WHAT IS BEING ASKED> Could each entry below be written out exactly, with every picture dropped?

PROVIDED ENTRIES>
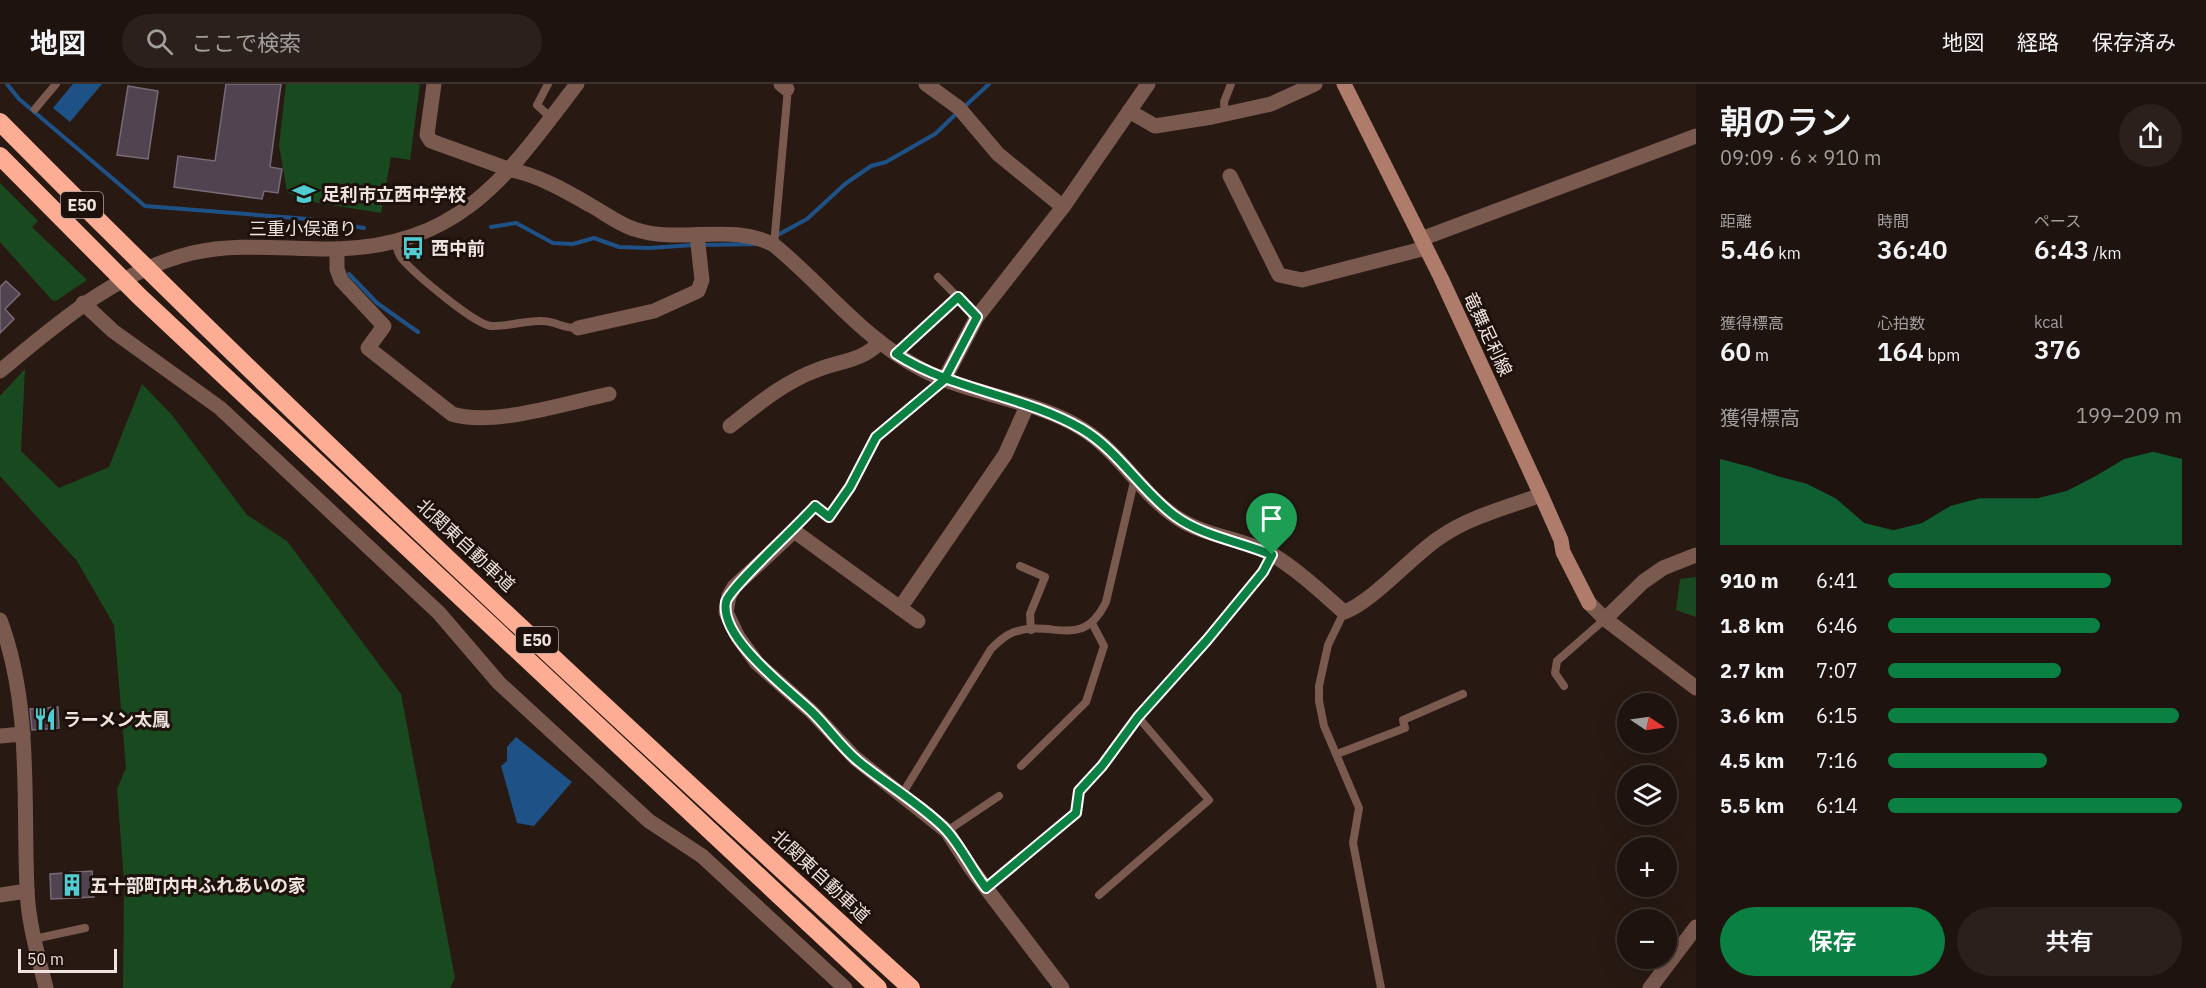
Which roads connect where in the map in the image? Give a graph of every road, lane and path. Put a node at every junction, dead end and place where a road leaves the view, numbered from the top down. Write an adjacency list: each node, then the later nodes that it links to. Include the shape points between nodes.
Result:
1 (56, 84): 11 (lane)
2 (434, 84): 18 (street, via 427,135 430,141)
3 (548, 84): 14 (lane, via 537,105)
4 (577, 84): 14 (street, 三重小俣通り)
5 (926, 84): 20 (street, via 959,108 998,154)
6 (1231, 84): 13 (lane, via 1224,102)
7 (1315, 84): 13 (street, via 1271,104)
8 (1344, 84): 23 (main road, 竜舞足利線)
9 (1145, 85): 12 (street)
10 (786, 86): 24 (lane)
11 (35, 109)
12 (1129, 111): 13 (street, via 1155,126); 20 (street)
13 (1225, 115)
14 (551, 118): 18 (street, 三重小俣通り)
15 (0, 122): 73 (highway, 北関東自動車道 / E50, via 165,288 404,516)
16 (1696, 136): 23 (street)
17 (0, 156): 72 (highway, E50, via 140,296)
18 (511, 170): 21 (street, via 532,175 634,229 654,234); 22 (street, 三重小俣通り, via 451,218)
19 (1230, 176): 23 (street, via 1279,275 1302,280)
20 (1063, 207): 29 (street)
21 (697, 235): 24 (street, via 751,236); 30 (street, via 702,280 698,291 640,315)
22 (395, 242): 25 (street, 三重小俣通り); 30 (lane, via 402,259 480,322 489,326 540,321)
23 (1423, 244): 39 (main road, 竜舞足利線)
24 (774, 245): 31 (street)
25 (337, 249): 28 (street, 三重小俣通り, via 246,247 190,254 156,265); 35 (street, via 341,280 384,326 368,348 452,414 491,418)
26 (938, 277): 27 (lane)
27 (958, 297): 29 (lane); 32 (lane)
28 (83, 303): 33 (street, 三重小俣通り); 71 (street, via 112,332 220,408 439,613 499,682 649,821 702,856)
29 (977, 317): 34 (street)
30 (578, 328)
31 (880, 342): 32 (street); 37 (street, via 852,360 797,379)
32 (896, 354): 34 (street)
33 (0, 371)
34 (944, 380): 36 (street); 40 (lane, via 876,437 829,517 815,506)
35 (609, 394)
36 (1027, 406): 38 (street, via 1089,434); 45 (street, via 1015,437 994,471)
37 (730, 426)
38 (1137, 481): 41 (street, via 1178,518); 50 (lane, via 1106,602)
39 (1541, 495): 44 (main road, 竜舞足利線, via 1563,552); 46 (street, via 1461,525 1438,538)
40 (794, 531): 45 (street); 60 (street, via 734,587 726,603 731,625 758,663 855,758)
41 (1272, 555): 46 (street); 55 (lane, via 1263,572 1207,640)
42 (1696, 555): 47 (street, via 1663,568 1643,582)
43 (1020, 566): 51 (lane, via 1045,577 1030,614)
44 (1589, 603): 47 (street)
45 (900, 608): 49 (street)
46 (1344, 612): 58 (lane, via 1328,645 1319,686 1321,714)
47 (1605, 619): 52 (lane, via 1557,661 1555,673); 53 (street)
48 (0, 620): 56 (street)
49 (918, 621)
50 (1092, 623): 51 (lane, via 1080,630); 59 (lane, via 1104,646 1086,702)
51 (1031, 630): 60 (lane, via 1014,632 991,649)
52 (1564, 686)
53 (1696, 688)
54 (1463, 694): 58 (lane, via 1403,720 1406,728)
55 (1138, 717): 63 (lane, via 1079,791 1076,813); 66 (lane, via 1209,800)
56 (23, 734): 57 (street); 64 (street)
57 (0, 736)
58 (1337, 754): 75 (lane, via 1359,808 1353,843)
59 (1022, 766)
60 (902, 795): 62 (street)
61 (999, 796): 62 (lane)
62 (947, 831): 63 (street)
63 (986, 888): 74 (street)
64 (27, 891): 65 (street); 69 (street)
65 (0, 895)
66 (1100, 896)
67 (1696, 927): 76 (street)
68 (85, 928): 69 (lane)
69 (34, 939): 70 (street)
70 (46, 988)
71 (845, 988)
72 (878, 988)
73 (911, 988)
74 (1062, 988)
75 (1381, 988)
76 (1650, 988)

ANSWER BOX>
Which roads connect where in the map in the image? Give a graph of every road, lane and path. Put a node at every junction, dead end and place where a road leaves the view, numbered from the top down. Write an adjacency list: each node, then the later nodes that it links to. Include the shape points between nodes.
Result:
1 (56, 84): 11 (lane)
2 (434, 84): 18 (street, via 427,135 430,141)
3 (548, 84): 14 (lane, via 537,105)
4 (577, 84): 14 (street, 三重小俣通り)
5 (926, 84): 20 (street, via 959,108 998,154)
6 (1231, 84): 13 (lane, via 1224,102)
7 (1315, 84): 13 (street, via 1271,104)
8 (1344, 84): 23 (main road, 竜舞足利線)
9 (1145, 85): 12 (street)
10 (786, 86): 24 (lane)
11 (35, 109)
12 (1129, 111): 13 (street, via 1155,126); 20 (street)
13 (1225, 115)
14 (551, 118): 18 (street, 三重小俣通り)
15 (0, 122): 73 (highway, 北関東自動車道 / E50, via 165,288 404,516)
16 (1696, 136): 23 (street)
17 (0, 156): 72 (highway, E50, via 140,296)
18 (511, 170): 21 (street, via 532,175 634,229 654,234); 22 (street, 三重小俣通り, via 451,218)
19 (1230, 176): 23 (street, via 1279,275 1302,280)
20 (1063, 207): 29 (street)
21 (697, 235): 24 (street, via 751,236); 30 (street, via 702,280 698,291 640,315)
22 (395, 242): 25 (street, 三重小俣通り); 30 (lane, via 402,259 480,322 489,326 540,321)
23 (1423, 244): 39 (main road, 竜舞足利線)
24 (774, 245): 31 (street)
25 (337, 249): 28 (street, 三重小俣通り, via 246,247 190,254 156,265); 35 (street, via 341,280 384,326 368,348 452,414 491,418)
26 (938, 277): 27 (lane)
27 (958, 297): 29 (lane); 32 (lane)
28 (83, 303): 33 (street, 三重小俣通り); 71 (street, via 112,332 220,408 439,613 499,682 649,821 702,856)
29 (977, 317): 34 (street)
30 (578, 328)
31 (880, 342): 32 (street); 37 (street, via 852,360 797,379)
32 (896, 354): 34 (street)
33 (0, 371)
34 (944, 380): 36 (street); 40 (lane, via 876,437 829,517 815,506)
35 (609, 394)
36 (1027, 406): 38 (street, via 1089,434); 45 (street, via 1015,437 994,471)
37 (730, 426)
38 (1137, 481): 41 (street, via 1178,518); 50 (lane, via 1106,602)
39 (1541, 495): 44 (main road, 竜舞足利線, via 1563,552); 46 (street, via 1461,525 1438,538)
40 (794, 531): 45 (street); 60 (street, via 734,587 726,603 731,625 758,663 855,758)
41 (1272, 555): 46 (street); 55 (lane, via 1263,572 1207,640)
42 (1696, 555): 47 (street, via 1663,568 1643,582)
43 (1020, 566): 51 (lane, via 1045,577 1030,614)
44 (1589, 603): 47 (street)
45 (900, 608): 49 (street)
46 (1344, 612): 58 (lane, via 1328,645 1319,686 1321,714)
47 (1605, 619): 52 (lane, via 1557,661 1555,673); 53 (street)
48 (0, 620): 56 (street)
49 (918, 621)
50 (1092, 623): 51 (lane, via 1080,630); 59 (lane, via 1104,646 1086,702)
51 (1031, 630): 60 (lane, via 1014,632 991,649)
52 (1564, 686)
53 (1696, 688)
54 (1463, 694): 58 (lane, via 1403,720 1406,728)
55 (1138, 717): 63 (lane, via 1079,791 1076,813); 66 (lane, via 1209,800)
56 (23, 734): 57 (street); 64 (street)
57 (0, 736)
58 (1337, 754): 75 (lane, via 1359,808 1353,843)
59 (1022, 766)
60 (902, 795): 62 (street)
61 (999, 796): 62 (lane)
62 (947, 831): 63 (street)
63 (986, 888): 74 (street)
64 (27, 891): 65 (street); 69 (street)
65 (0, 895)
66 (1100, 896)
67 (1696, 927): 76 (street)
68 (85, 928): 69 (lane)
69 (34, 939): 70 (street)
70 (46, 988)
71 (845, 988)
72 (878, 988)
73 (911, 988)
74 (1062, 988)
75 (1381, 988)
76 (1650, 988)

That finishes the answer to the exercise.